START DATA EXCERPTS
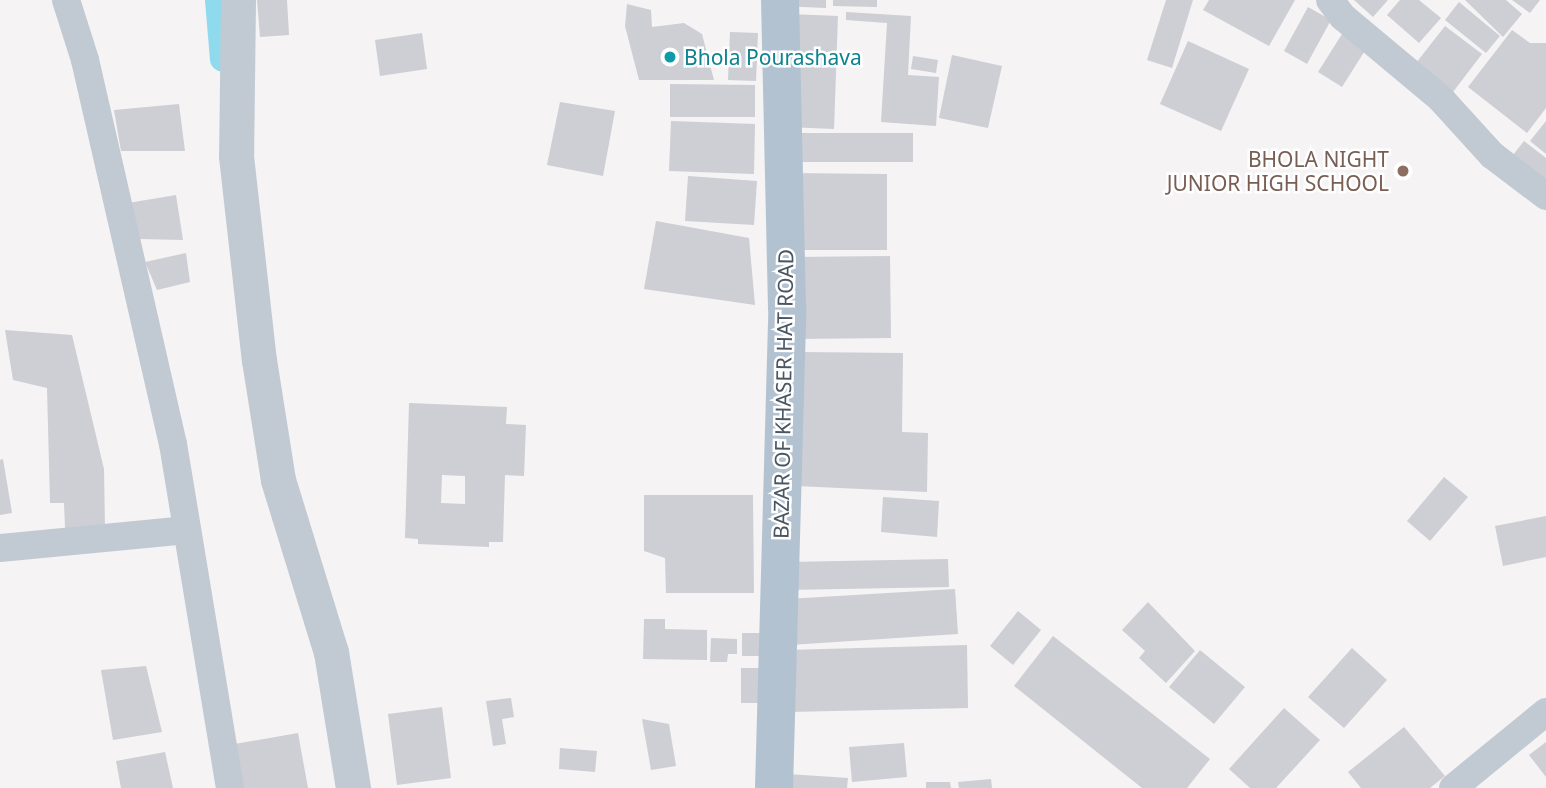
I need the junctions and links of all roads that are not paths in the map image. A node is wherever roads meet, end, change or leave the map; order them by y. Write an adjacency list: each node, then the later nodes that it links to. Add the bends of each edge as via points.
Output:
1 (66, 0): 6 (street, via 85,60 167,417)
2 (238, 0): 10 (street, via 236,156 261,374 278,480 331,652)
3 (780, 0): 11 (main road, BAZAR OF KHASER HAT ROAD, via 787,308)
4 (1330, 0): 5 (street, via 1343,17 1441,99 1492,155)
5 (1546, 196)
6 (187, 530): 7 (street); 9 (street)
7 (0, 548)
8 (1546, 712): 12 (street)
9 (230, 788)
10 (353, 788)
11 (774, 788)
12 (1453, 788)

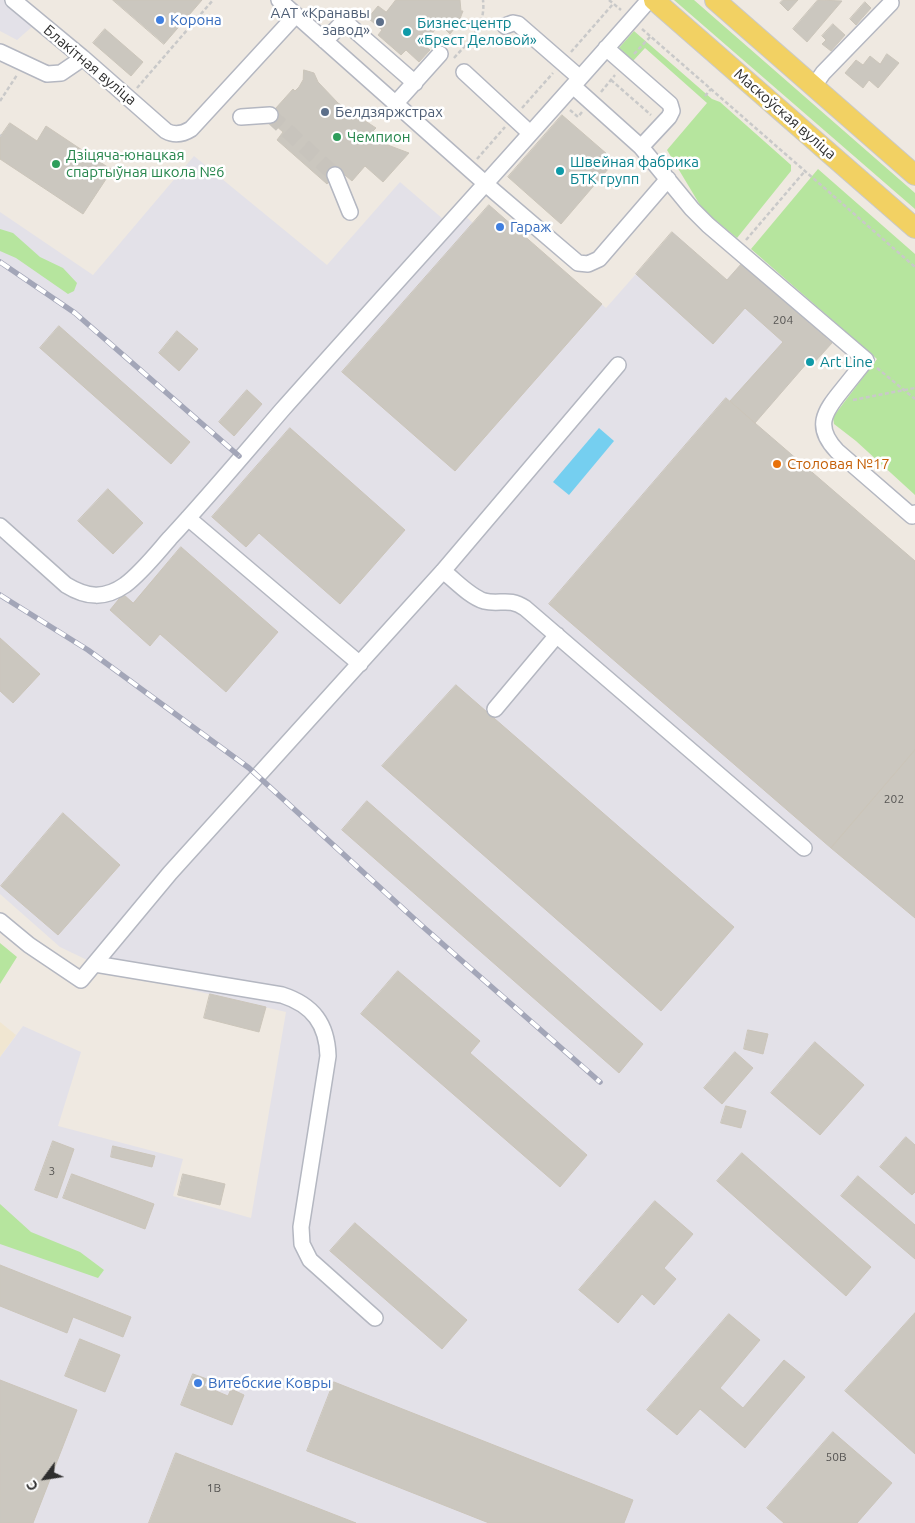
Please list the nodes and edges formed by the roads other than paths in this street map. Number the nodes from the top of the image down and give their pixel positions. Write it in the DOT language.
graph roads {
  1 [pos="13,0"];
  2 [pos="279,0"];
  3 [pos="649,0"];
  4 [pos="654,0"];
  5 [pos="716,0"];
  6 [pos="891,3"];
  7 [pos="296,15"];
  8 [pos="505,26"];
  9 [pos="325,42"];
  10 [pos="606,48"];
  11 [pos="0,52"];
  12 [pos="440,54"];
  13 [pos="83,58"];
  14 [pos="464,72"];
  15 [pos="576,82"];
  16 [pos="415,83"];
  17 [pos="814,86"];
  18 [pos="396,103"];
  19 [pos="270,114"];
  20 [pos="241,118"];
  21 [pos="530,134"];
  22 [pos="641,146"];
  23 [pos="335,174"];
  24 [pos="915,175"];
  25 [pos="668,179"];
  26 [pos="486,184"];
  27 [pos="350,212"];
  28 [pos="915,228"];
  29 [pos="618,365"];
  30 [pos="914,516"];
  31 [pos="188,518"];
  32 [pos="0,526"];
  33 [pos="444,571"];
  34 [pos="558,636"];
  35 [pos="360,664"];
  36 [pos="495,709"];
  37 [pos="804,848"];
  38 [pos="0,921"];
  39 [pos="95,964"];
  40 [pos="375,1318"];
  1 -- 13 [label="street, Блакітная вуліца"];
  2 -- 7 [label="street"];
  3 -- 10 [label="street"];
  4 -- 28 [label="main road, Маскоўская вуліца"];
  5 -- 17 [label="main road"];
  6 -- 17 [label="street"];
  7 -- 9 [label="street"];
  7 -- 13 [label="street, Блакітная вуліца"];
  8 -- 15 [label="street"];
  9 -- 16 [label="street"];
  9 -- 18 [label="street"];
  10 -- 15 [label="street"];
  10 -- 22 [label="street"];
  11 -- 13 [label="street"];
  12 -- 16 [label="street"];
  14 -- 21 [label="street"];
  15 -- 21 [label="street"];
  15 -- 22 [label="street"];
  16 -- 18 [label="street"];
  17 -- 24 [label="main road"];
  18 -- 26 [label="street"];
  19 -- 20 [label="street"];
  21 -- 26 [label="street"];
  22 -- 25 [label="street"];
  23 -- 27 [label="street"];
  25 -- 26 [label="street"];
  25 -- 30 [label="street"];
  26 -- 31 [label="street"];
  29 -- 33 [label="street"];
  31 -- 32 [label="street"];
  31 -- 35 [label="street"];
  33 -- 34 [label="street"];
  33 -- 35 [label="street"];
  34 -- 36 [label="street"];
  34 -- 37 [label="street"];
  35 -- 39 [label="street"];
  38 -- 39 [label="street"];
  39 -- 40 [label="street"];
}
END DATA EXCERPTS
Return all of the entries word for word, but omit the pictures.

RESPONSE BOX:
I need the junctions and links of all roads that are not paths in the map image. A node is wherever roads meet, end, change or leave the map; order them by y. Write an adjacency list: each node, then the later nodes that it links to. Add the bends of each edge as via points.
Output:
1 (66, 0): 6 (street, via 85,60 167,417)
2 (238, 0): 10 (street, via 236,156 261,374 278,480 331,652)
3 (780, 0): 11 (main road, BAZAR OF KHASER HAT ROAD, via 787,308)
4 (1330, 0): 5 (street, via 1343,17 1441,99 1492,155)
5 (1546, 196)
6 (187, 530): 7 (street); 9 (street)
7 (0, 548)
8 (1546, 712): 12 (street)
9 (230, 788)
10 (353, 788)
11 (774, 788)
12 (1453, 788)

Please list the nodes and edges formed by the roads other than paths in this street map. Number the nodes from the top of the image down and give their pixel positions. Write it in the DOT language.
graph roads {
  1 [pos="13,0"];
  2 [pos="279,0"];
  3 [pos="649,0"];
  4 [pos="654,0"];
  5 [pos="716,0"];
  6 [pos="891,3"];
  7 [pos="296,15"];
  8 [pos="505,26"];
  9 [pos="325,42"];
  10 [pos="606,48"];
  11 [pos="0,52"];
  12 [pos="440,54"];
  13 [pos="83,58"];
  14 [pos="464,72"];
  15 [pos="576,82"];
  16 [pos="415,83"];
  17 [pos="814,86"];
  18 [pos="396,103"];
  19 [pos="270,114"];
  20 [pos="241,118"];
  21 [pos="530,134"];
  22 [pos="641,146"];
  23 [pos="335,174"];
  24 [pos="915,175"];
  25 [pos="668,179"];
  26 [pos="486,184"];
  27 [pos="350,212"];
  28 [pos="915,228"];
  29 [pos="618,365"];
  30 [pos="914,516"];
  31 [pos="188,518"];
  32 [pos="0,526"];
  33 [pos="444,571"];
  34 [pos="558,636"];
  35 [pos="360,664"];
  36 [pos="495,709"];
  37 [pos="804,848"];
  38 [pos="0,921"];
  39 [pos="95,964"];
  40 [pos="375,1318"];
  1 -- 13 [label="street, Блакітная вуліца"];
  2 -- 7 [label="street"];
  3 -- 10 [label="street"];
  4 -- 28 [label="main road, Маскоўская вуліца"];
  5 -- 17 [label="main road"];
  6 -- 17 [label="street"];
  7 -- 9 [label="street"];
  7 -- 13 [label="street, Блакітная вуліца"];
  8 -- 15 [label="street"];
  9 -- 16 [label="street"];
  9 -- 18 [label="street"];
  10 -- 15 [label="street"];
  10 -- 22 [label="street"];
  11 -- 13 [label="street"];
  12 -- 16 [label="street"];
  14 -- 21 [label="street"];
  15 -- 21 [label="street"];
  15 -- 22 [label="street"];
  16 -- 18 [label="street"];
  17 -- 24 [label="main road"];
  18 -- 26 [label="street"];
  19 -- 20 [label="street"];
  21 -- 26 [label="street"];
  22 -- 25 [label="street"];
  23 -- 27 [label="street"];
  25 -- 26 [label="street"];
  25 -- 30 [label="street"];
  26 -- 31 [label="street"];
  29 -- 33 [label="street"];
  31 -- 32 [label="street"];
  31 -- 35 [label="street"];
  33 -- 34 [label="street"];
  33 -- 35 [label="street"];
  34 -- 36 [label="street"];
  34 -- 37 [label="street"];
  35 -- 39 [label="street"];
  38 -- 39 [label="street"];
  39 -- 40 [label="street"];
}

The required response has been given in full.